Oil heads for highest settlement in a month on Russia moves
Russia signals it may extend the Opec-led production cut
Oil headed for its highest settlement in a month as Russia signalled it is weighing an extension to Opec-led production cuts, offsetting concern rising US production will exacerbate a global glut.
Futures rose as much as 0.7 per cent in New York after advancing 3.2 per cent last week following a US military strike on Syria. Russia’s energy ministry has been in discussions with oil companies regarding the need to prolong the six-month deal when it expires, Energy minister Alexander Novak said Friday. In the US, companies increased the rig count to the highest since August 2015.
The support from some Organization of Petroleum Exporting Countries to extend the curbs has sparked a rally above $50 a barrel. The cuts have stabilised the market and Russia will continue to watch inventory levels, but it is too early to decide whether the pact should be prolonged, Mr Novak said. While the nation isn’t a member of Opec, Russia and 10 other countries joined the group in cutting output from January.
“A six month extension is probably needed given the supply gains seen from those not bound by the agreement,” said Ric Spooner, a chief market analyst at CMC Markets in Sydney. “We may see a series of rollovers until there is a better balance in the market.”
West Texas Intermediate for May delivery rose as much as 38 cents to $52.62 a barrel on the New York Mercantile Exchange and was at $52.45 at 1.57pm in Hong Kong, on course for its highest close since March 7th. Total volume traded was about 4 per cent above the 100-day average. The contract gained 54 cents to $52.24 on Friday.

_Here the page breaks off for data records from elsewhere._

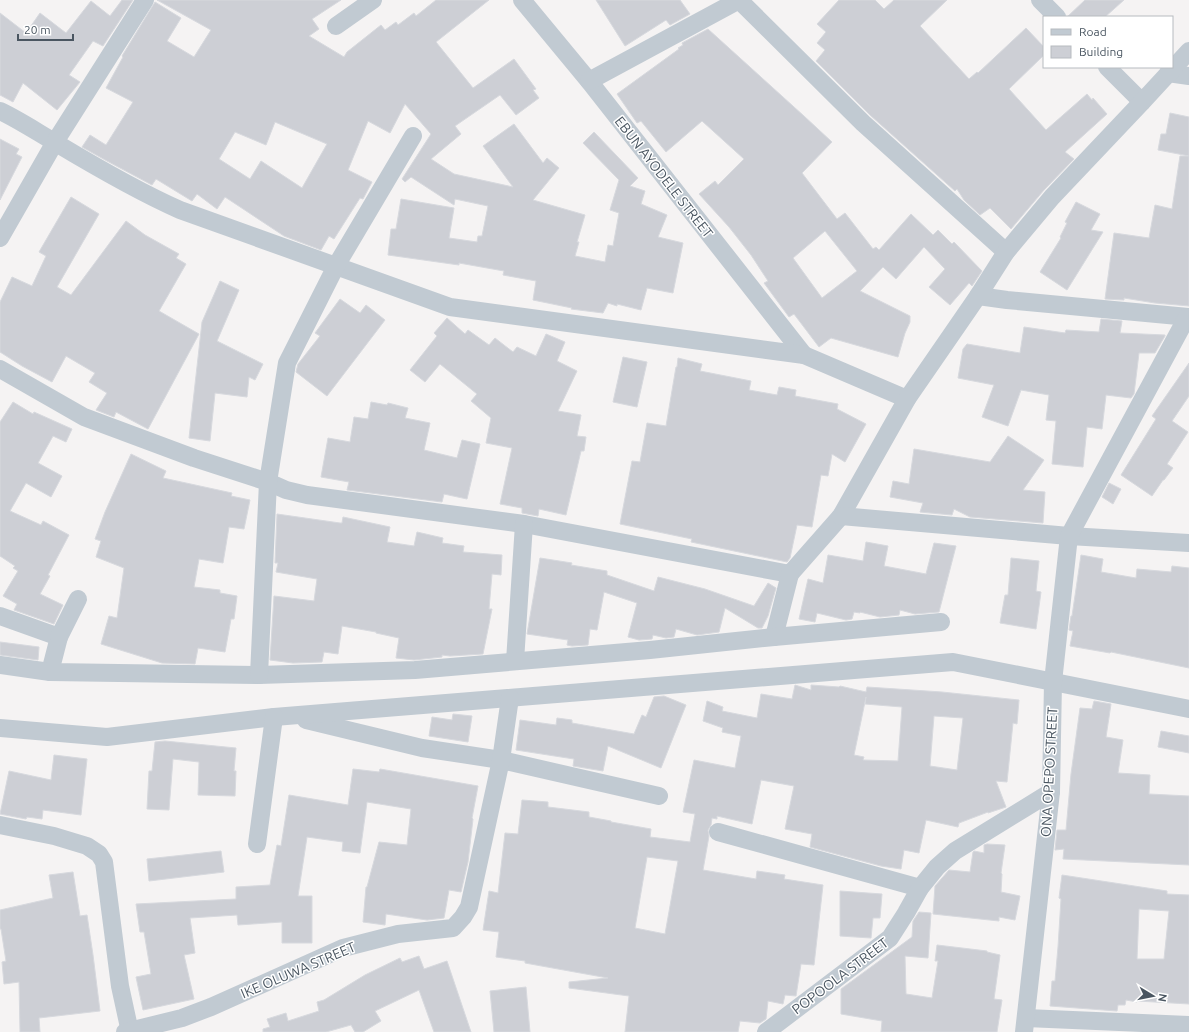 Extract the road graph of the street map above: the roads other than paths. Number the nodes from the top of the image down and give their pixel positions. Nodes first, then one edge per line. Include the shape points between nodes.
1 (145, 0) edge
2 (373, 0) edge
3 (522, 0) edge
4 (1040, 0) edge
5 (1056, 16) edge
6 (336, 26) dead end
7 (1189, 51) edge
8 (1108, 68) edge
9 (1173, 68) edge
10 (1173, 68) edge
11 (1168, 73) junction
12 (1189, 76) edge
13 (589, 81) junction
14 (1142, 102) junction
15 (0, 111) edge
16 (413, 136) dead end
17 (55, 142) junction
18 (0, 238) edge
19 (1006, 252) junction
20 (336, 266) junction
21 (978, 296) junction
22 (1188, 317) edge
23 (804, 355) junction
24 (0, 369) edge
25 (907, 399) junction
26 (268, 482) junction
27 (841, 516) junction
28 (524, 524) junction
29 (1069, 536) junction
30 (1189, 543) edge
31 (790, 574) junction
32 (78, 599) dead end
33 (0, 616) edge
34 (941, 622) dead end
35 (774, 636) junction
36 (59, 637) junction
37 (515, 661) junction
38 (0, 665) edge
39 (50, 672) junction
40 (259, 675) junction
41 (1053, 679) junction
42 (510, 698) junction
43 (1189, 709) edge
44 (281, 717) junction
45 (0, 728) edge
46 (501, 760) junction
47 (1051, 792) junction
48 (659, 796) dead end
49 (0, 825) edge
50 (718, 832) dead end
51 (257, 844) dead end
52 (920, 888) junction
53 (1025, 1025) edge
54 (1189, 1025) edge
55 (125, 1032) edge
56 (130, 1032) edge
57 (766, 1032) edge

1 - 17 street
2 - 6 street
3 - 13 street, EBUN AYODELE STREET
4 - 5 street
7 - 10 street
8 - 14 street
9 - 11 street
11 - 12 street
11 - 14 street
13 - 19 street via 739,0 863,123
13 - 23 street, EBUN AYODELE STREET
14 - 19 street via 1052,197
15 - 17 street
16 - 20 street
17 - 18 street
17 - 20 street via 166,204
19 - 21 street
20 - 23 street via 450,307
20 - 26 street via 288,363
21 - 22 street
21 - 25 street
22 - 29 street
23 - 25 street
24 - 26 street via 84,417 194,458
25 - 27 street
26 - 28 street via 307,495
26 - 40 street
27 - 29 street
27 - 31 street
28 - 31 street
28 - 37 street
29 - 30 street
29 - 41 street, ONA OPEPO STREET
31 - 35 street
32 - 36 street
33 - 36 street
34 - 35 street
35 - 37 street via 650,650
36 - 39 street
37 - 40 street via 415,670
38 - 39 street
39 - 40 street
41 - 42 street via 953,662
41 - 43 street
41 - 47 street, ONA OPEPO STREET
42 - 44 street
42 - 46 street, IKE OLUWA STREET
44 - 45 street via 107,737
44 - 46 street via 422,748
44 - 51 street
46 - 48 street
46 - 56 street, IKE OLUWA STREET via 469,907 464,917 453,928 398,934 344,948 182,1018
47 - 52 street, POPOOLA STREET via 955,851 937,867
47 - 53 street, ONA OPEPO STREET
49 - 56 street via 54,836 87,846 99,854 104,862 120,986
50 - 52 street
52 - 57 street, POPOOLA STREET via 890,938
53 - 54 street
55 - 56 street, IKE OLUWA STREET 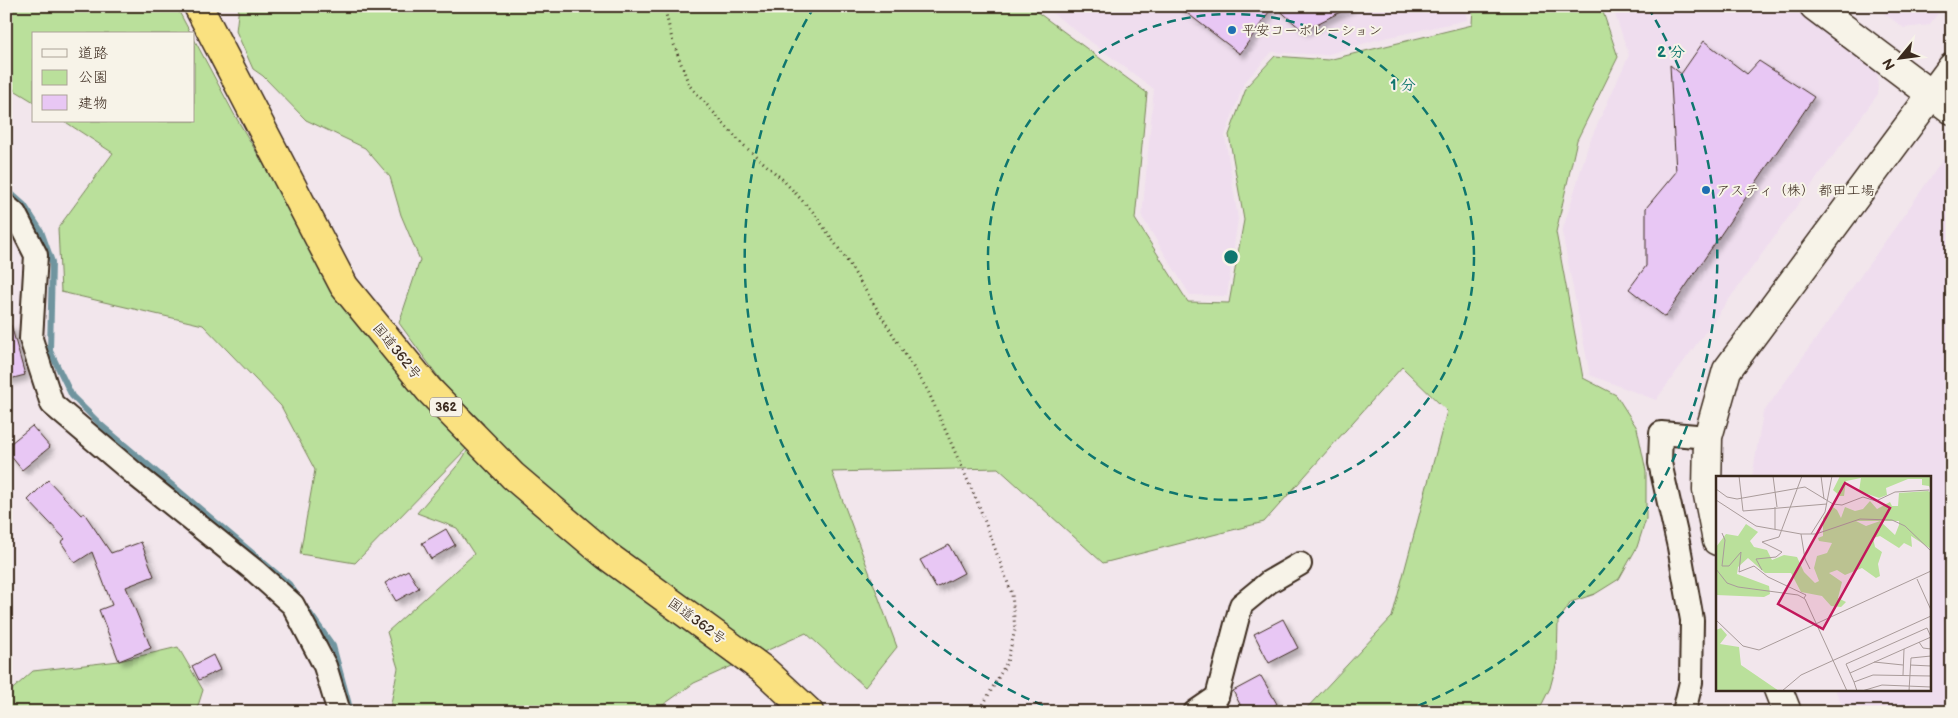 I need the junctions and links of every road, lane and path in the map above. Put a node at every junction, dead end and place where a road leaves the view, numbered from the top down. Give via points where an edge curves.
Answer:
1 (198, 6) edge
2 (664, 6) edge
3 (1814, 6) edge
4 (1952, 67) edge
5 (1941, 102) edge
6 (6, 206) edge
7 (1708, 437) junction
8 (1716, 536) edge
9 (1300, 564) dead end
10 (1778, 690) edge
11 (339, 712) edge
12 (809, 712) edge
13 (979, 712) edge
14 (1195, 712) edge
15 (1684, 712) edge
16 (1787, 712) edge

1 - 12 highway, 国道362号 / 362 via 344,286 429,390 513,476 606,555 765,671
2 - 13 path via 689,85 741,144 782,179 813,212 928,391 979,506 1012,594 1015,630 1007,662
3 - 5 street
4 - 5 street
5 - 7 street via 1727,370
6 - 11 street via 15,214 36,255 31,339 52,404 293,605 326,666
7 - 8 street via 1707,490
7 - 15 street via 1661,433 1660,463 1692,620 1691,682
9 - 14 street via 1269,582 1241,605 1217,697
10 - 16 street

Brent for June settlement climbed as much as 28 cents, or 0.5 per cent, to $55.52 a barrel on the London-based ICE Futures Europe exchange. Prices increased 35 cents to $55.24 on Friday. The global benchmark crude was at a premium of $2.58 to June WTI.
Russia, which pledged to trim output by as much as 300,000 barrels a day by the end of this month, will make a decision on prolonging supply curbs after monitoring results in April and May, according to deputy prime minister Arkady Dvorkovich. Cuts so far haven’t delivered the expected price boost, he said at an energy ministry conference in Moscow on Friday.